▶ TASK STATEMENT:
Some lines in the listing hold the word "pinky". Return each of them.

SUPPLIED INFORMATION Block Start

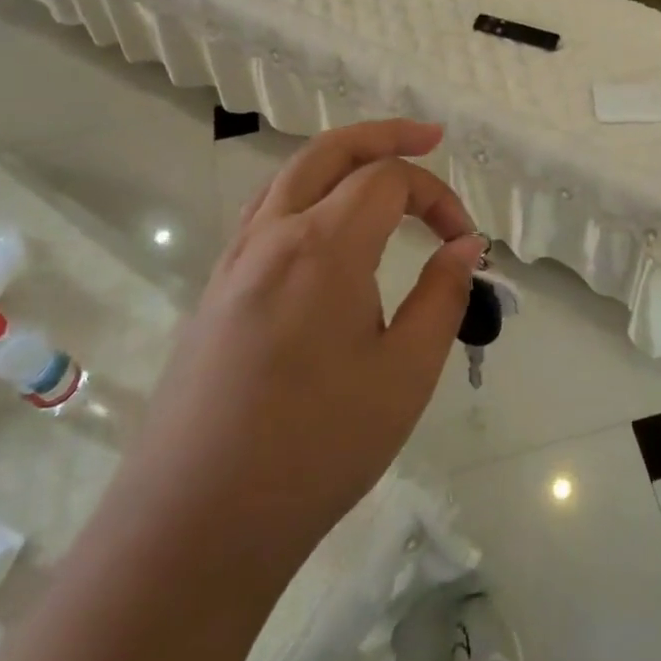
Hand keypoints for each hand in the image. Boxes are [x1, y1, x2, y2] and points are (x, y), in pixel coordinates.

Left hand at [138, 119, 482, 569]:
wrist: (194, 525)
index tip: (466, 243)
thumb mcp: (404, 375)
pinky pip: (264, 214)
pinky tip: (325, 226)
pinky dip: (305, 193)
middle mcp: (272, 235)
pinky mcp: (215, 291)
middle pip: (330, 151)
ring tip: (380, 170)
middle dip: (384, 135)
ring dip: (340, 158)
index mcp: (322, 246)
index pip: (388, 181)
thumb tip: (465, 245)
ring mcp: (234, 261)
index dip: (438, 197)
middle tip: (429, 137)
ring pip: (289, 176)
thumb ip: (442, 297)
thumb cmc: (316, 449)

SUPPLIED INFORMATION Block End

▶ THE ANSWER:
pinky pip: (264, 214)
pinky tip: (325, 226)
pinky dip: (305, 193)
pinky mcp: (215, 291)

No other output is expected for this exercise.